Please give back each line of the material unchanged, but without the images.

§

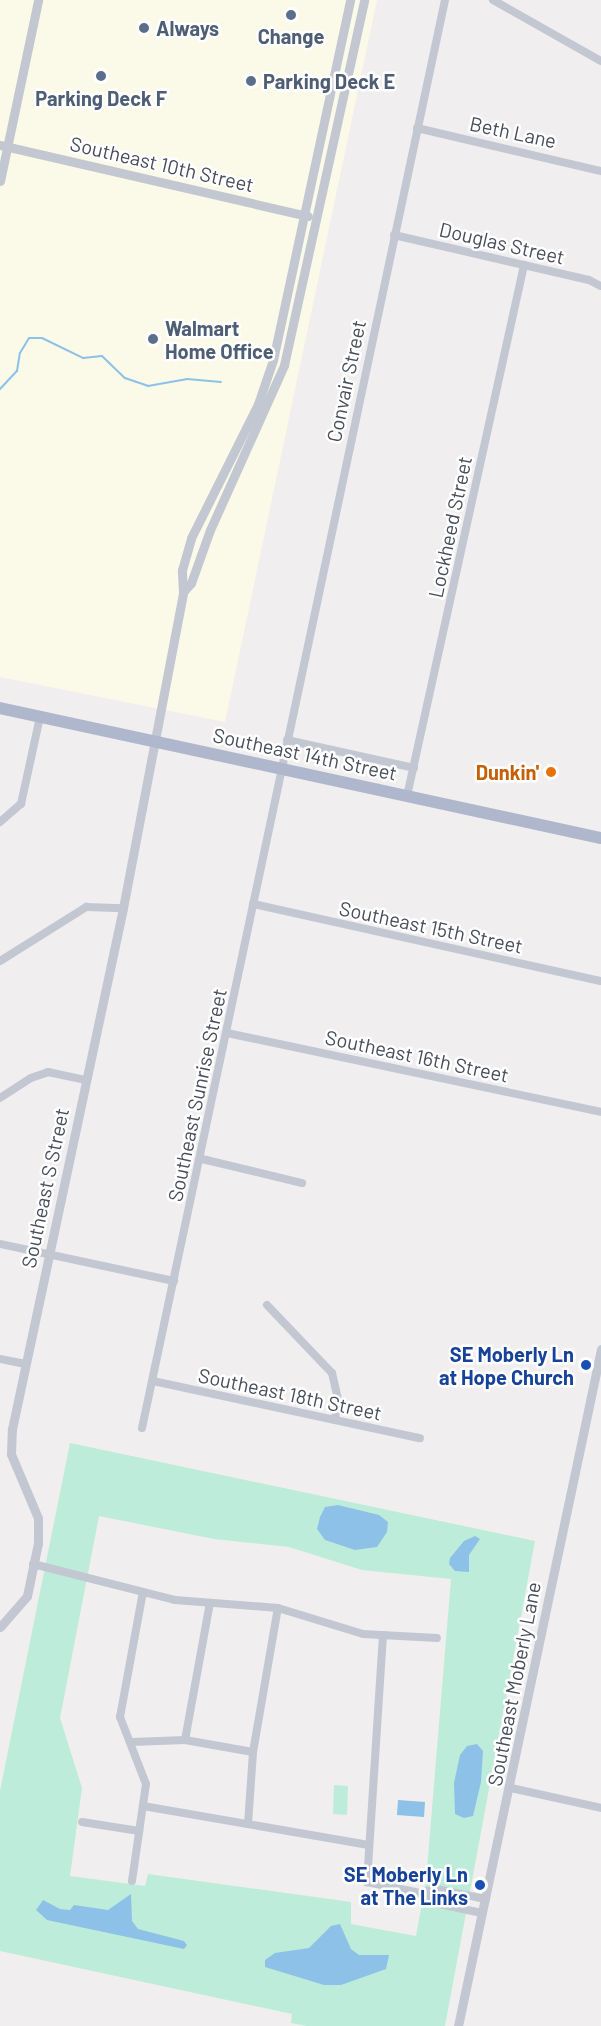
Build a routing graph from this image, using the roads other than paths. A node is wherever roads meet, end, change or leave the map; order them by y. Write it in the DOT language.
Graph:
graph roads {
  1 [pos="39,0"];
  2 [pos="350,0"];
  3 [pos="364,0"];
  4 [pos="445,0"];
  5 [pos="493,0"];
  6 [pos="601,61"];
  7 [pos="417,128"];
  8 [pos="4,146"];
  9 [pos="601,171"];
  10 [pos="0,181"];
  11 [pos="303,215"];
  12 [pos="316,218"];
  13 [pos="394,235"];
  14 [pos="524,265"];
  15 [pos="601,286"];
  16 [pos="183,592"];
  17 [pos="0,708"];
  18 [pos="40,717"];
  19 [pos="287,740"];
  20 [pos="154,741"];
  21 [pos="414,768"];
  22 [pos="280,769"];
  23 [pos="407,796"];
  24 [pos="0,822"];
  25 [pos="601,838"];
  26 [pos="253,904"];
  27 [pos="123,908"];
  28 [pos="0,961"];
  29 [pos="601,981"];
  30 [pos="227,1033"];
  31 [pos="86,1080"];
  32 [pos="0,1098"];
  33 [pos="601,1112"];
  34 [pos="202,1159"];
  35 [pos="302,1183"];
  36 [pos="0,1244"];
  37 [pos="50,1252"];
  38 [pos="174,1281"];
  39 [pos="267,1305"];
  40 [pos="601,1349"];
  41 [pos="0,1359"];
  42 [pos="26,1364"];
  43 [pos="153,1382"];
  44 [pos="335,1420"];
  45 [pos="142,1428"];
  46 [pos="420,1438"];
  47 [pos="33,1564"];
  48 [pos="143,1592"];
  49 [pos="210,1603"];
  50 [pos="278,1608"];
  51 [pos="0,1628"];
  52 [pos="383,1635"];
  53 [pos="437,1638"];
  54 [pos="185,1740"];
  55 [pos="132,1742"];
  56 [pos="253,1752"];
  57 [pos="511,1788"];
  58 [pos="143,1806"];
  59 [pos="601,1808"];
  60 [pos="82,1822"];
  61 [pos="248,1824"];
  62 [pos="139,1831"];
  63 [pos="369,1845"];
  64 [pos="132,1881"];
  65 [pos="420,1893"];
  66 [pos="486,1899"];
  67 [pos="482,1913"];
  68 [pos="458,2026"];
  1 -- 8 [label="street"];
  2 -- 11 [label="street"];
  3 -- 12 [label="street"];
  4 -- 7 [label="street, Convair Street"];
  5 -- 6 [label="street"];
  7 -- 9 [label="street, Beth Lane"];
  7 -- 13 [label="street, Convair Street"];
  8 -- 10 [label="street"];
  8 -- 11 [label="street, Southeast 10th Street"];
  11 -- 12 [label="street, Southeast 10th Street"];
  11 -- 16 [label="street"];
  12 -- 16 [label="street"];
  13 -- 14 [label="street, Douglas Street"];
  13 -- 19 [label="street, Convair Street"];
  14 -- 15 [label="street, Douglas Street"];
  14 -- 21 [label="street, Lockheed Street"];
  16 -- 20 [label="street, Southeast S Street"];
  17 -- 18 [label="main road, Southeast 14th Street"];
  18 -- 20 [label="main road, Southeast 14th Street"];
  18 -- 24 [label="street"];
  19 -- 21 [label="street"];
  19 -- 22 [label="street, Convair Street"];
  20 -- 22 [label="main road, Southeast 14th Street"];
  20 -- 27 [label="street, Southeast S Street"];
  21 -- 23 [label="street, Lockheed Street"];
  22 -- 23 [label="main road, Southeast 14th Street"];
  22 -- 26 [label="street, Southeast Sunrise Street"];
  23 -- 25 [label="main road, Southeast 14th Street"];
  26 -- 29 [label="street, Southeast 15th Street"];
  26 -- 30 [label="street, Southeast Sunrise Street"];
  27 -- 28 [label="street"];
  27 -- 31 [label="street, Southeast S Street"];
  30 -- 33 [label="street, Southeast 16th Street"];
  30 -- 34 [label="street, Southeast Sunrise Street"];
  31 -- 32 [label="street"];
  31 -- 37 [label="street, Southeast S Street"];
  34 -- 35 [label="street"];
  34 -- 38 [label="street, Southeast Sunrise Street"];
  36 -- 37 [label="street"];
  37 -- 38 [label="street"];
  37 -- 42 [label="street, Southeast S Street"];
  38 -- 43 [label="street, Southeast Sunrise Street"];
  39 -- 44 [label="street"];
  40 -- 57 [label="street, Southeast Moberly Lane"];
  41 -- 42 [label="street"];
  42 -- 47 [label="street, Southeast S Street"];
  43 -- 44 [label="street, Southeast 18th Street"];
  43 -- 45 [label="street, Southeast Sunrise Street"];
  44 -- 46 [label="street, Southeast 18th Street"];
  47 -- 48 [label="street"];
  47 -- 51 [label="street, Southeast S Street"];
  48 -- 49 [label="street"];
  48 -- 55 [label="street"];
  49 -- 50 [label="street"];
  49 -- 54 [label="street"];
  50 -- 52 [label="street"];
  50 -- 56 [label="street"];
  52 -- 53 [label="street"];
  52 -- 63 [label="street"];
  54 -- 55 [label="street"];
  54 -- 56 [label="street"];
  55 -- 58 [label="street"];
  56 -- 61 [label="street"];
  57 -- 59 [label="street"];
  57 -- 66 [label="street, Southeast Moberly Lane"];
  58 -- 61 [label="street"];
  58 -- 62 [label="street"];
  60 -- 62 [label="street"];
  61 -- 63 [label="street"];
  62 -- 64 [label="street"];
  63 -- 65 [label="street"];
  65 -- 66 [label="street"];
  65 -- 67 [label="street"];
  66 -- 67 [label="street, Southeast Moberly Lane"];
  67 -- 68 [label="street, Southeast Moberly Lane"];
}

§

## [TASK SOLUTION]
Build a routing graph from this image, using the roads other than paths. A node is wherever roads meet, end, change or leave the map; order them by y. Write it in the DOT language.
Graph:
graph roads {
  1 [pos="39,0"];
  2 [pos="350,0"];
  3 [pos="364,0"];
  4 [pos="445,0"];
  5 [pos="493,0"];
  6 [pos="601,61"];
  7 [pos="417,128"];
  8 [pos="4,146"];
  9 [pos="601,171"];
  10 [pos="0,181"];
  11 [pos="303,215"];
  12 [pos="316,218"];
  13 [pos="394,235"];
  14 [pos="524,265"];
  15 [pos="601,286"];
  16 [pos="183,592"];
  17 [pos="0,708"];
  18 [pos="40,717"];
  19 [pos="287,740"];
  20 [pos="154,741"];
  21 [pos="414,768"];
  22 [pos="280,769"];
  23 [pos="407,796"];
  24 [pos="0,822"];
  25 [pos="601,838"];
  26 [pos="253,904"];
  27 [pos="123,908"];
  28 [pos="0,961"];
  29 [pos="601,981"];
  30 [pos="227,1033"];
  31 [pos="86,1080"];
  32 [pos="0,1098"];
  33 [pos="601,1112"];
  34 [pos="202,1159"];
  35 [pos="302,1183"];
  36 [pos="0,1244"];
  37 [pos="50,1252"];
  38 [pos="174,1281"];
  39 [pos="267,1305"];
  40 [pos="601,1349"];
  41 [pos="0,1359"];
  42 [pos="26,1364"];
  43 [pos="153,1382"];
  44 [pos="335,1420"];
  45 [pos="142,1428"];
  46 [pos="420,1438"];
  47 [pos="33,1564"];
  48 [pos="143,1592"];
  49 [pos="210,1603"];
  50 [pos="278,1608"];
  51 [pos="0,1628"];
  52 [pos="383,1635"];
  53 [pos="437,1638"];
  54 [pos="185,1740"];
  55 [pos="132,1742"];
  56 [pos="253,1752"];
  57 [pos="511,1788"];
  58 [pos="143,1806"];
  59 [pos="601,1808"];
  60 [pos="82,1822"];
  61 [pos="248,1824"];
  62 [pos="139,1831"];
  63 [pos="369,1845"];
  64 [pos="132,1881"];
  65 [pos="420,1893"];
  66 [pos="486,1899"];
  67 [pos="482,1913"];
  68 [pos="458,2026"];
  1 -- 8 [label="street"];
  2 -- 11 [label="street"];
  3 -- 12 [label="street"];
  4 -- 7 [label="street, Convair Street"];
  5 -- 6 [label="street"];
  7 -- 9 [label="street, Beth Lane"];
  7 -- 13 [label="street, Convair Street"];
  8 -- 10 [label="street"];
  8 -- 11 [label="street, Southeast 10th Street"];
  11 -- 12 [label="street, Southeast 10th Street"];
  11 -- 16 [label="street"];
  12 -- 16 [label="street"];
  13 -- 14 [label="street, Douglas Street"];
  13 -- 19 [label="street, Convair Street"];
  14 -- 15 [label="street, Douglas Street"];
  14 -- 21 [label="street, Lockheed Street"];
  16 -- 20 [label="street, Southeast S Street"];
  17 -- 18 [label="main road, Southeast 14th Street"];
  18 -- 20 [label="main road, Southeast 14th Street"];
  18 -- 24 [label="street"];
  19 -- 21 [label="street"];
  19 -- 22 [label="street, Convair Street"];
  20 -- 22 [label="main road, Southeast 14th Street"];
  20 -- 27 [label="street, Southeast S Street"];
  21 -- 23 [label="street, Lockheed Street"];
  22 -- 23 [label="main road, Southeast 14th Street"];
  22 -- 26 [label="street, Southeast Sunrise Street"];
  23 -- 25 [label="main road, Southeast 14th Street"];
  26 -- 29 [label="street, Southeast 15th Street"];
  26 -- 30 [label="street, Southeast Sunrise Street"];
  27 -- 28 [label="street"];
  27 -- 31 [label="street, Southeast S Street"];
  30 -- 33 [label="street, Southeast 16th Street"];
  30 -- 34 [label="street, Southeast Sunrise Street"];
  31 -- 32 [label="street"];
  31 -- 37 [label="street, Southeast S Street"];
  34 -- 35 [label="street"];
  34 -- 38 [label="street, Southeast Sunrise Street"];
  36 -- 37 [label="street"];
  37 -- 38 [label="street"];
  37 -- 42 [label="street, Southeast S Street"];
  38 -- 43 [label="street, Southeast Sunrise Street"];
  39 -- 44 [label="street"];
  40 -- 57 [label="street, Southeast Moberly Lane"];
  41 -- 42 [label="street"];
  42 -- 47 [label="street, Southeast S Street"];
  43 -- 44 [label="street, Southeast 18th Street"];
  43 -- 45 [label="street, Southeast Sunrise Street"];
  44 -- 46 [label="street, Southeast 18th Street"];
  47 -- 48 [label="street"];
  47 -- 51 [label="street, Southeast S Street"];
  48 -- 49 [label="street"];
  48 -- 55 [label="street"];
  49 -- 50 [label="street"];
  49 -- 54 [label="street"];
  50 -- 52 [label="street"];
  50 -- 56 [label="street"];
  52 -- 53 [label="street"];
  52 -- 63 [label="street"];
  54 -- 55 [label="street"];
  54 -- 56 [label="street"];
  55 -- 58 [label="street"];
  56 -- 61 [label="street"];
  57 -- 59 [label="street"];
  57 -- 66 [label="street, Southeast Moberly Lane"];
  58 -- 61 [label="street"];
  58 -- 62 [label="street"];
  60 -- 62 [label="street"];
  61 -- 63 [label="street"];
  62 -- 64 [label="street"];
  63 -- 65 [label="street"];
  65 -- 66 [label="street"];
  65 -- 67 [label="street"];
  66 -- 67 [label="street, Southeast Moberly Lane"];
  67 -- 68 [label="street, Southeast Moberly Lane"];
}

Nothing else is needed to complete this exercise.